Penyanyi yang memplesetkan lagu Kolam Susu itu melihat hukum yang penuh ketimpangan, tidak bedanya dengan hukum di zaman penjajahan, hanya berlaku untuk rakyat kecil. Apa bedanya kondisi hukum sekarang dan hukum yang berlaku di jaman penjajahan?. Bedanya hanya tipis,  dulu pelaku hukum adalah para penjajah, kini yang menjajah adalah bangsa kita sendiri, sangat mengerikan, tidak pantas dan sadis, Indonesia sudah lama merdeka, tapi hukum dan rasa keadilan sudah menginjak martabat diri, hukum hanya berlaku pada sebagian besar rakyat kecil hingga tak berdaya, sementara  mereka yang bergelimpangan harta hukum hanyalah permainan yang bisa diperjual belikan, Sungguh ironi…....Rakyat kecil semakin terlindas bin tertindas!

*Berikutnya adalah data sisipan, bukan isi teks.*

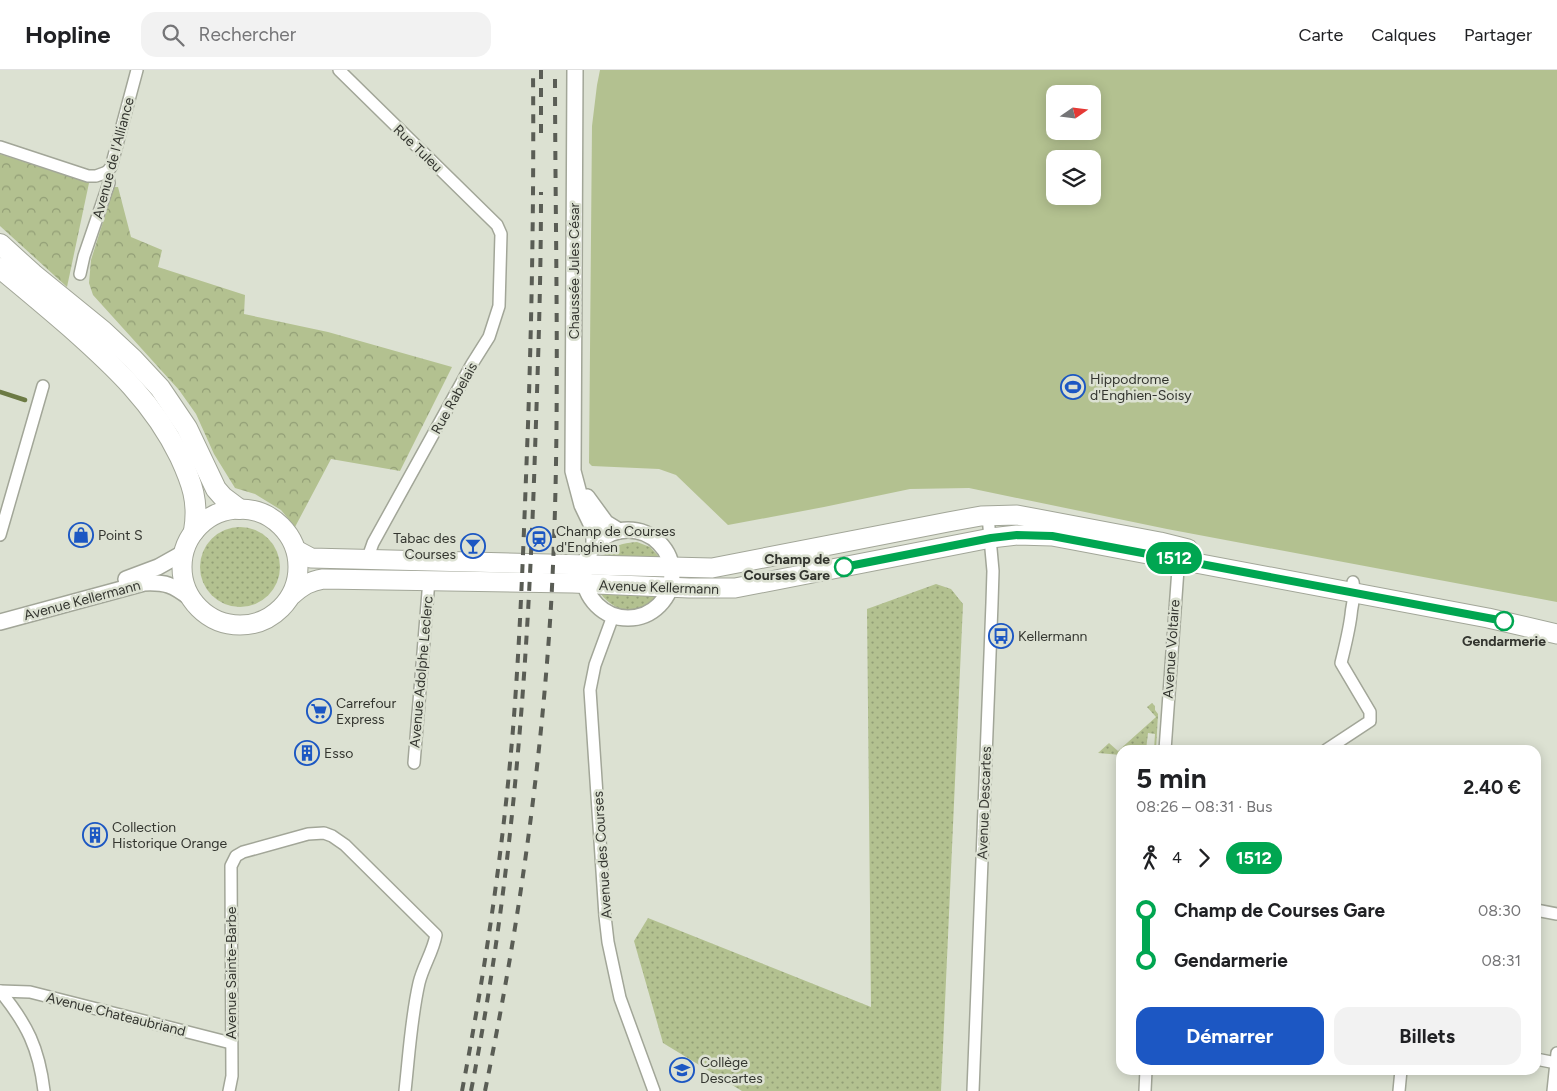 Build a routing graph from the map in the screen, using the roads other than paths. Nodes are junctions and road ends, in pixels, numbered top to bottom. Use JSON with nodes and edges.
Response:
{"nodes":[{"id":1,"x":136,"y":70,"type":"edge"},
{"id":2,"x":339,"y":70,"type":"edge"},
{"id":3,"x":575,"y":70,"type":"edge"},
{"id":4,"x":0,"y":147,"type":"edge"},
{"id":5,"x":107,"y":172,"type":"junction"},
{"id":6,"x":497,"y":225,"type":"joint"},
{"id":7,"x":0,"y":244,"type":"edge"},
{"id":8,"x":0,"y":268,"type":"edge"},
{"id":9,"x":80,"y":274,"type":"dead end"},
{"id":10,"x":44,"y":386,"type":"dead end"},
{"id":11,"x":573,"y":471,"type":"junction"},
{"id":12,"x":239,"y":508,"type":"junction"},
{"id":13,"x":988,"y":516,"type":"junction"},
{"id":14,"x":194,"y":530,"type":"junction"},
{"id":15,"x":619,"y":531,"type":"junction"},
{"id":16,"x":0,"y":535,"type":"edge"},
{"id":17,"x":991,"y":538,"type":"junction"},
{"id":18,"x":594,"y":546,"type":"junction"},
{"id":19,"x":296,"y":550,"type":"junction"},
{"id":20,"x":183,"y":553,"type":"junction"},
{"id":21,"x":1180,"y":553,"type":"junction"},
{"id":22,"x":367,"y":560,"type":"junction"},
{"id":23,"x":584,"y":565,"type":"junction"},
{"id":24,"x":672,"y":567,"type":"junction"},
{"id":25,"x":429,"y":580,"type":"junction"},
{"id":26,"x":585,"y":584,"type":"junction"},
{"id":27,"x":672,"y":587,"type":"junction"},
{"id":28,"x":1354,"y":588,"type":"junction"},
{"id":29,"x":292,"y":594,"type":"junction"},
{"id":30,"x":190,"y":598,"type":"junction"},
{"id":31,"x":0,"y":614,"type":"edge"},
{"id":32,"x":613,"y":616,"type":"junction"},
{"id":33,"x":0,"y":622,"type":"edge"},
{"id":34,"x":1557,"y":624,"type":"edge"},
{"id":35,"x":1557,"y":634,"type":"edge"},
{"id":36,"x":1165,"y":745,"type":"edge"},
{"id":37,"x":1334,"y":745,"type":"edge"},
{"id":38,"x":414,"y":763,"type":"dead end"},
{"id":39,"x":1541,"y":911,"type":"edge"},
{"id":40,"x":1557,"y":914,"type":"edge"},
{"id":41,"x":0,"y":991,"type":"edge"},
{"id":42,"x":231,"y":1043,"type":"junction"},
{"id":43,"x":1556,"y":1058,"type":"edge"},
{"id":44,"x":1541,"y":1059,"type":"edge"},
{"id":45,"x":1146,"y":1075,"type":"edge"},
{"id":46,"x":1401,"y":1075,"type":"edge"},
{"id":47,"x":44,"y":1091,"type":"edge"},
{"id":48,"x":230,"y":1091,"type":"edge"},
{"id":49,"x":405,"y":1091,"type":"edge"},
{"id":50,"x":654,"y":1091,"type":"edge"},
{"id":51,"x":973,"y":1091,"type":"edge"},
{"id":52,"x":1145,"y":1091,"type":"edge"},
{"id":53,"x":1399,"y":1091,"type":"edge"},
{"id":54,"x":1553,"y":1091,"type":"edge"}],
"edges":[{"from":1,"to":5,"type":"street","name":"Avenue de l'Alliance"},
{"from":2,"to":6,"type":"street","name":"Rue Tuleu"},
{"from":3,"to":11,"type":"street","name":"Chaussée Jules César"},
{"from":4,"to":5,"type":"street"},
{"from":5,"to":9,"type":"street","name":"Avenue de l'Alliance"},
{"from":6,"to":22,"type":"street","name":"Rue Rabelais"},
{"from":7,"to":12,"type":"highway"},
{"from":8,"to":14,"type":"highway"},
{"from":10,"to":16,"type":"street"},
{"from":11,"to":15,"type":"street"},
{"from":11,"to":18,"type":"street","name":"Chaussée Jules César"},
{"from":12,"to":14,"type":"main road"},
{"from":12,"to":19,"type":"main road"},
{"from":13,"to":17,"type":"street","name":"Avenue Descartes"},
{"from":13,"to":21,"type":"main road","name":"Avenue Kellermann"},
{"from":13,"to":24,"type":"main road","name":"Avenue Kellermann"},
{"from":14,"to":20,"type":"main road"},
{"from":15,"to":18,"type":"street"},
{"from":15,"to":24,"type":"street"},
{"from":17,"to":21,"type":"main road","name":"Avenue Kellermann"},
{"from":17,"to":27,"type":"main road","name":"Avenue Kellermann"},
{"from":17,"to":51,"type":"street","name":"Avenue Descartes"},
{"from":18,"to":23,"type":"street"},
{"from":19,"to":22,"type":"main road","name":"Avenue Kellermann"},
{"from":19,"to":29,"type":"main road"},
{"from":20,"to":30,"type":"main road"},
{"from":20,"to":31,"type":"street","name":"Avenue Kellermann"},
{"from":21,"to":28,"type":"main road","name":"Avenue Kellermann"},
{"from":21,"to":36,"type":"street","name":"Avenue Voltaire"},
{"from":22,"to":23,"type":"main road","name":"Avenue Kellermann"},
{"from":23,"to":24,"type":"main road","name":"Avenue Kellermann"},
{"from":23,"to":26,"type":"street"},
{"from":24,"to":27,"type":"street"},
{"from":25,"to":26,"type":"main road","name":"Avenue Kellermann"},
{"from":25,"to":29,"type":"main road","name":"Avenue Kellermann"},
{"from":25,"to":38,"type":"street","name":"Avenue Adolphe Leclerc"},
{"from":26,"to":27,"type":"main road","name":"Avenue Kellermann"},
{"from":26,"to":32,"type":"street"},
{"from":27,"to":32,"type":"street"},
{"from":28,"to":34,"type":"main road","name":"Avenue Kellermann"},
{"from":28,"to":35,"type":"main road","name":"Avenue Kellermann"},
{"from":28,"to":37,"type":"street"},
{"from":29,"to":30,"type":"main road"},
{"from":30,"to":33,"type":"street","name":"Avenue Kellermann"},
{"from":32,"to":50,"type":"street","name":"Avenue des Courses"},
{"from":39,"to":40,"type":"street"},
{"from":41,"to":42,"type":"street","name":"Avenue Chateaubriand"},
{"from":41,"to":47,"type":"street"},
{"from":42,"to":48,"type":"street","name":"Avenue Sainte-Barbe"},
{"from":42,"to":49,"type":"street","name":"Avenue Sainte-Barbe"},
{"from":43,"to":44,"type":"street"},
{"from":43,"to":54,"type":"street"},
{"from":45,"to":52,"type":"street"},
{"from":46,"to":53,"type":"street"}]}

Bahkan saking mengerikan dan tidak pantasnya hukum di negeri ini, begitu pintarnya menjungkir balikkan fakta, aturan, undang-undang hingga memudahkan pihak asing menjarah, menikmati dan menguasai kekayaan Alam Indonesia, lagi-lagi sungguh ironi…. Demi menumpuk harta yang gak bakalan dibawa mati  rela menjual martabat dan harga diri.

Orang bilang tanah kita tanah syurga, seharusnya para petinggi lebih memikirkan para petani agar tanah ladangnya tidak terbengkalai, sesungguhnya disanalah tertimbun harta yang tak ternilai dan tak akan  pernah imbas walau diterpa krisis badai ekonomi yang melanda dunia saat ini.

Banyak para alumni lulusan perguruan tingggi dinegeri ini merasa jijik menginjakkan kaki dihamparan ladang petani, bisanya hanya mondar mandir dengan gaya trend masa kini, tak perduli orang tua jungkir balik membayar kulyah dengan harga setinggi langit, alih alih malah jadi penganguran abadi, mau dibawa kemana Negeri ini?